Market Post: Cash Is King Ahead of FOMC, GDP, More Outflows

Traders described the tax-exempt market as apathetic in Monday's afternoon trading session as buyers were hesitant to put money to work ahead of Wednesday's Federal Open Market Committee meeting announcement, GDP numbers, and more expected outflows from muni bond funds.

"It does not feel stronger. It feels flat or maybe weaker," a New Jersey trader said. "All of the big funds have a ton of cash and they are keeping it that way. They don't want to put money to work."

This trader added the month-end statements are coming out again for the retail customer and returns will be negative, probably prompting more outflows. "Cash is king and funds don't want to spend it if there are more redemptions."

There is some buying, this trader said. But it is very selective and in shorter maturing bonds.

In the primary market Monday, Citi released a pre-marketing wire on the largest deal of the week, $1.1 billion of Ohio Turnpike Commission bonds. Pricing is expected Tuesday.

Barclays released a pre-marketing wire for $206.9 million of Georgia Private Colleges and Universities Authority revenue bonds for Emory University. The bonds are rated Aa2 by Moody's, AA by Standard & Poor's, and AA-plus by Fitch. The bonds are expected to price Tuesday.

Yields ranged from 10 basis points to 30 basis points above the Municipal Market Data scale on bonds maturing between 2015 and 2022. Bonds maturing in 2043 yielded 50 basis points above the MMD scale. The bonds are callable at par in 2023.

Barclays released a pre-marketing wire for $125.1 million of Orange County Transportation Authority senior lien toll road revenue refunding bonds, rated A1 by Moody's, A by Standard & Poor's, and A-minus by Fitch. The deal is expected to price Tuesday.

Yields ranged from 35 basis points to 90 basis points above the MMD scale on bonds maturing in 2015 and 2030. The bonds are callable at par in 2023.
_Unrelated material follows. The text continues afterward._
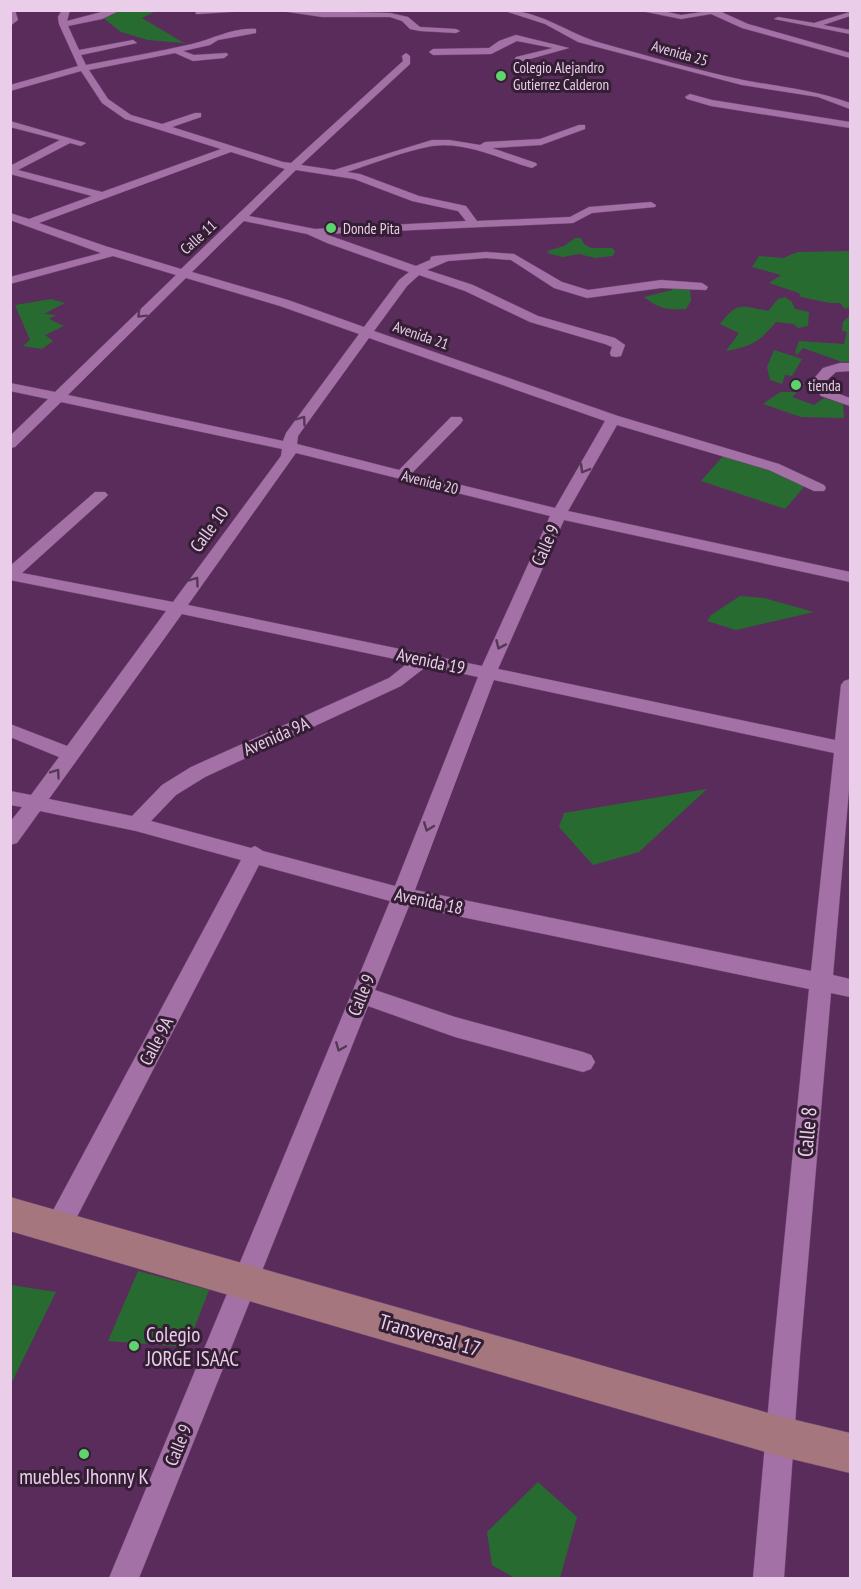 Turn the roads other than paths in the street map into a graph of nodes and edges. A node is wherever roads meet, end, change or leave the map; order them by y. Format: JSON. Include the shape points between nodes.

Friday, yields on the Municipal Market Data scale ended as much as 10 basis points lower. The 10-year yield slipped seven basis points to 2.70% and the 30-year yield fell 10 basis points to 4.21%. The two-year finished flat at 0.43% for the eighth consecutive session.

Yields on the Municipal Market Advisors scale also ended as much as 10 basis points lower. The 10-year yield fell seven basis points to 2.89% and the 30-year yield dropped 10 basis points to 4.29%. The two-year was steady at 0.54% for the third session.

Treasuries continued to weaken Monday afternoon. The benchmark 10-year yield increased four basis points to 2.60% and the 30-year yield rose six basis points to 3.67%. The two-year was steady at 0.33%.